Though the TVS Motor stock is down 30 per cent over the past one year, there could be more downside, given the two-wheeler sector is bracing for its worst annual volume performance in a decade.
While TVS Motor did better than the sector in the June quarter with volumes down a per cent, compared to the nearly 10 per cent fall for the sector, the outlook for the September quarter is not very favourable. Volume fall for the current quarter is expected to be in the double digits.
While most segments posted a growth, mopeds, which account for just under a fifth of the volumes, fell 21 per cent over the year-ago quarter. The management highlighted weak rural sentiment, delayed monsoon, insurance cost and the weak economic conditions for the fall in volumes. TVS Motor believes the second half of the current financial year will be better than the first half, with TVS expected to outperform on the volumes front, compared to the sector.
While overall volume growth was weak, lower input costs came as a relief helping improve the margins. Raw material cost as a percentage of revenues were down 80 basis points over the year-ago quarter, which, coupled with cost reduction measures, helped improve margins.

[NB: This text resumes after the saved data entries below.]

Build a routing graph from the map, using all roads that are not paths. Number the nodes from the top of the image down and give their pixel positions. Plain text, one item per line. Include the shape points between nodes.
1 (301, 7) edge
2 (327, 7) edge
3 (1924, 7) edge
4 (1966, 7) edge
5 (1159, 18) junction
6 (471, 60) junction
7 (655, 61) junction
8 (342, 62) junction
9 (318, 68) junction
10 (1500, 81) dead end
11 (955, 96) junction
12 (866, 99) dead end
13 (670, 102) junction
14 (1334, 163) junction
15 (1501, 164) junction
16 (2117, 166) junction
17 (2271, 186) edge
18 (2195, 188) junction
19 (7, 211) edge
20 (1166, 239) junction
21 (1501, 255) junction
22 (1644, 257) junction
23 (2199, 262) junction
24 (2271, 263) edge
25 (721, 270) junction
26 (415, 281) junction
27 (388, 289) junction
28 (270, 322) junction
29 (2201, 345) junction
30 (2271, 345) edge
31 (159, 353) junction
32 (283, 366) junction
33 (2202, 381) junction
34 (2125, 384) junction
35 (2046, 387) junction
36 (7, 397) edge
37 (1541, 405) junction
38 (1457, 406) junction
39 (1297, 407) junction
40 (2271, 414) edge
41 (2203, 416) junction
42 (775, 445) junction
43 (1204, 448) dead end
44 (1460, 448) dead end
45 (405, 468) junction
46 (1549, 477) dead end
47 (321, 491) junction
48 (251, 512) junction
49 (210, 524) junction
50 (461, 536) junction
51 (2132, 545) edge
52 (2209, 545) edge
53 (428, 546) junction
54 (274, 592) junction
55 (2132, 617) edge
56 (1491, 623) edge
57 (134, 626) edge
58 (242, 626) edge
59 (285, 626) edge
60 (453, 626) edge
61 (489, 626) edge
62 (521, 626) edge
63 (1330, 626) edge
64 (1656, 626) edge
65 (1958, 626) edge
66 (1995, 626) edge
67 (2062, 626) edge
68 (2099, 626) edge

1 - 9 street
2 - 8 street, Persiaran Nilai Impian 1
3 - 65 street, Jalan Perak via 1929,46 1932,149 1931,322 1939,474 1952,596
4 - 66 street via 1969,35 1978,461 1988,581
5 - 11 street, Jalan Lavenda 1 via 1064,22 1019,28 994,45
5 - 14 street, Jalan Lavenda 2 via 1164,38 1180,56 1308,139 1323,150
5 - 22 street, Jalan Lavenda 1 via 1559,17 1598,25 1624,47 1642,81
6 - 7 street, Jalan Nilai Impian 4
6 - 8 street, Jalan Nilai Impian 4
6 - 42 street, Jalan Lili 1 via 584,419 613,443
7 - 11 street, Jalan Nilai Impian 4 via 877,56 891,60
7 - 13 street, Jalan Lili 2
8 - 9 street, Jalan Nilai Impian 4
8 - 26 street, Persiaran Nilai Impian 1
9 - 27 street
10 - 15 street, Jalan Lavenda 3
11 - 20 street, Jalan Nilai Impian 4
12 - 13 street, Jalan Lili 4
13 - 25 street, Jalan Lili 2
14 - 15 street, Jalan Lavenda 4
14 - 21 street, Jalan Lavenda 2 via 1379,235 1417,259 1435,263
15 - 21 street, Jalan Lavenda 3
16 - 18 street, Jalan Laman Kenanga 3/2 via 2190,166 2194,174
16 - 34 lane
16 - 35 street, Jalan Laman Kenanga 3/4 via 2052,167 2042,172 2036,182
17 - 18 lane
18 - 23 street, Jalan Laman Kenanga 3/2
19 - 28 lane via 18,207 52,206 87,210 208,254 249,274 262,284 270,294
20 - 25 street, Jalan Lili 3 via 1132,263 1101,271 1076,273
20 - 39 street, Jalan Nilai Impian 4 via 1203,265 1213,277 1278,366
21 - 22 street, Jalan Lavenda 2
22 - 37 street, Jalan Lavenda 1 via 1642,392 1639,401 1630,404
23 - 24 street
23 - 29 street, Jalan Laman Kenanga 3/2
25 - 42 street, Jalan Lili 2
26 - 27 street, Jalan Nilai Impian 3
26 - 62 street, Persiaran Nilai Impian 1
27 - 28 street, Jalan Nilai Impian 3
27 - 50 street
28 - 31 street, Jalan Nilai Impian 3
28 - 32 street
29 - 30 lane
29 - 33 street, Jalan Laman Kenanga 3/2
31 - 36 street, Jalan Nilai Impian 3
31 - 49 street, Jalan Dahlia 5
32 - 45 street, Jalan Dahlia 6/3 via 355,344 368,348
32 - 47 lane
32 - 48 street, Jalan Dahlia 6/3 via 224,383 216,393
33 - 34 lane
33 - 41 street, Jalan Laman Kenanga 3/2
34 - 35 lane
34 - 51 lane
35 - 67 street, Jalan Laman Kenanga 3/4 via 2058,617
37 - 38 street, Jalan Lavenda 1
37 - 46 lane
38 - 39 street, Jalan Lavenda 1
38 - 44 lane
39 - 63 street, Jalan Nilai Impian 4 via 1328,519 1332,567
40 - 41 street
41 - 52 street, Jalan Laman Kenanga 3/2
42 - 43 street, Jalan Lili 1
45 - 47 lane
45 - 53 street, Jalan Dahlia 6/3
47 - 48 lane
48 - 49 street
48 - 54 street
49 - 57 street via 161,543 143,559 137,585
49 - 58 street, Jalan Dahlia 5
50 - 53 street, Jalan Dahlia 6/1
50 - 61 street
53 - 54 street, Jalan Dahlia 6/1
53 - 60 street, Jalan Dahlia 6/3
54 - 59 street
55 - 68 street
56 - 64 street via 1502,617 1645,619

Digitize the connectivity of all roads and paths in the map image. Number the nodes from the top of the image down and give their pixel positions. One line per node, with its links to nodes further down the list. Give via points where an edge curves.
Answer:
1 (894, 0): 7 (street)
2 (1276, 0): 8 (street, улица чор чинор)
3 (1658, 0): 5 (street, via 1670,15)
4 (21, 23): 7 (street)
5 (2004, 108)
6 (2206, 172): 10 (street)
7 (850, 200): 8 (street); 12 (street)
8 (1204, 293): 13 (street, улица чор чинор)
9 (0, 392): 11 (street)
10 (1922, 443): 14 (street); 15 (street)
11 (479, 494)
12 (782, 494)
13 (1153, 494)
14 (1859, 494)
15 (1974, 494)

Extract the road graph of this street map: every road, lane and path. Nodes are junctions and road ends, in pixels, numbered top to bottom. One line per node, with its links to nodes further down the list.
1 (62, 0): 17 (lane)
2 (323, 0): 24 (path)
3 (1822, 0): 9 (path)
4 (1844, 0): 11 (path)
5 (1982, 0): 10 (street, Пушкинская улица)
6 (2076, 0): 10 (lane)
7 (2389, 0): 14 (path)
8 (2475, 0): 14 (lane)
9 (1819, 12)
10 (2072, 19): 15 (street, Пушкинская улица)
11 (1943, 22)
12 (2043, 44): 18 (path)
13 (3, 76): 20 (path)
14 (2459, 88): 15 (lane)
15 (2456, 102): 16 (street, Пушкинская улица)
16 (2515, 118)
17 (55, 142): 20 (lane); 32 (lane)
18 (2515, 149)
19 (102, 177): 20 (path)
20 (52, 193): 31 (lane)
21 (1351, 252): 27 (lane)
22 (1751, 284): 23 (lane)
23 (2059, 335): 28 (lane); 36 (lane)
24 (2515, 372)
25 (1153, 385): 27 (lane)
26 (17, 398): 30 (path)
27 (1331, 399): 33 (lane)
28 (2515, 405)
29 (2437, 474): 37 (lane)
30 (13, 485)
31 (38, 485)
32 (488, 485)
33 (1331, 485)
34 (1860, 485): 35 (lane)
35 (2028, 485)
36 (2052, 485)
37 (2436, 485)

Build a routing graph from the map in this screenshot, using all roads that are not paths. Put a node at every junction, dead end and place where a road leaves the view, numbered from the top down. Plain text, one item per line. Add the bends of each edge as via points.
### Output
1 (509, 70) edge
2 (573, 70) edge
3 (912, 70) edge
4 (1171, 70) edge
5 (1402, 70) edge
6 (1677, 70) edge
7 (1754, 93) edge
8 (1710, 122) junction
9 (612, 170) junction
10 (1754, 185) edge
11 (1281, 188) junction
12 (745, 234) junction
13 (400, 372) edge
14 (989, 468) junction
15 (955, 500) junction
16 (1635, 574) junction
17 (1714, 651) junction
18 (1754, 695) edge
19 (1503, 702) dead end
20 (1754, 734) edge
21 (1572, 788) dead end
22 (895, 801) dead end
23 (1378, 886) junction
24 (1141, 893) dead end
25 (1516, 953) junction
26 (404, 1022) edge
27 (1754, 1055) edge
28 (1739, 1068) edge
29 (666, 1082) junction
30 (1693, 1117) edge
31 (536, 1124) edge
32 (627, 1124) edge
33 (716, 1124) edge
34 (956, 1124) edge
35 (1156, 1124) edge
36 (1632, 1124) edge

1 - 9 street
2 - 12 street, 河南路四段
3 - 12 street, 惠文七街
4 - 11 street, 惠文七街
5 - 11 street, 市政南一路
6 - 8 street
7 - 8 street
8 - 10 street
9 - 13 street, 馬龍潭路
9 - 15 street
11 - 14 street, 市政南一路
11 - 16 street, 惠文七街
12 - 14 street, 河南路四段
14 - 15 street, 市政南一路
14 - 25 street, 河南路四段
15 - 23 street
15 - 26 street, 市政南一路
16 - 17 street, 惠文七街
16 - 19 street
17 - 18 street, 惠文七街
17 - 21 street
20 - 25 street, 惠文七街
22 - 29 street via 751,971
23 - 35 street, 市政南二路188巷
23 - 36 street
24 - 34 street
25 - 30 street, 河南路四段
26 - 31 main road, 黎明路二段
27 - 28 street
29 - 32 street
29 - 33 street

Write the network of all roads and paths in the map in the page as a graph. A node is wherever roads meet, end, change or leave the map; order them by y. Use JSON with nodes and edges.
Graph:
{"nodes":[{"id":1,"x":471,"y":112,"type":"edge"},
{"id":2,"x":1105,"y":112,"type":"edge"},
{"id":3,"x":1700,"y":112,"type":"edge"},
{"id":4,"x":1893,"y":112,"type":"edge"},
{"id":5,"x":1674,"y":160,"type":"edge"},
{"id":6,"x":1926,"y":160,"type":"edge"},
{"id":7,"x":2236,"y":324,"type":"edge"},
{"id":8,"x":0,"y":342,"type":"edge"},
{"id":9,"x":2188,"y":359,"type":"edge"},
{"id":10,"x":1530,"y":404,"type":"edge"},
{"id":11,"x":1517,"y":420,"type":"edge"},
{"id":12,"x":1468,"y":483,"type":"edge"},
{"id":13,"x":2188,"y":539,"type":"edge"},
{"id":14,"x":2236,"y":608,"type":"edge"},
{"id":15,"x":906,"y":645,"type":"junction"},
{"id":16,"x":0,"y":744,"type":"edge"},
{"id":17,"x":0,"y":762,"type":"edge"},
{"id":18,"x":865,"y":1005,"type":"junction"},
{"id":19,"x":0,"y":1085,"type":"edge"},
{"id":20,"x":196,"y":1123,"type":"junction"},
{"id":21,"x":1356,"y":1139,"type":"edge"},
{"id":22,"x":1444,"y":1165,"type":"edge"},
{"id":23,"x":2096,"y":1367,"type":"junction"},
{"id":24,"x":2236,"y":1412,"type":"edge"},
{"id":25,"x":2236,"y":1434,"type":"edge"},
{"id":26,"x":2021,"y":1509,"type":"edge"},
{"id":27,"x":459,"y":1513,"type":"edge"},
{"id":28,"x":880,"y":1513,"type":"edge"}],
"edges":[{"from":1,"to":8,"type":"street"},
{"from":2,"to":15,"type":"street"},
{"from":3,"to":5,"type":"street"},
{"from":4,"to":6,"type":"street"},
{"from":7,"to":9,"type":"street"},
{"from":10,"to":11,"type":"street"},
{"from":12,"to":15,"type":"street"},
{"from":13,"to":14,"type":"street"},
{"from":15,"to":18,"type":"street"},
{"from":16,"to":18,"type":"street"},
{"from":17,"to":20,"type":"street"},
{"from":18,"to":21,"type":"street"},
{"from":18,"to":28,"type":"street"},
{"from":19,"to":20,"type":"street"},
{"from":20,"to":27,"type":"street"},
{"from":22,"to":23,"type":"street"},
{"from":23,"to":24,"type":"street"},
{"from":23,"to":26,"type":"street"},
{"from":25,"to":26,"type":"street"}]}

While volume outlook remains weak, there are multiple headwinds that the company will have to negotiate. The key among them is the transition to BSVI and the impact it will have on volumes, given the price increases that the company will have to take. The company, however, indicated it was ready with the same and would launch it ahead of the deadline next year. The company is hoping for a volume uptick from the festival season and expects the government to reduce the goods and services tax to boost demand.
While market share gains for the company, electric vehicle launch later in the year, and margin uptick are positives, volume growth is key for the stock to reverse the slide seen over the past year.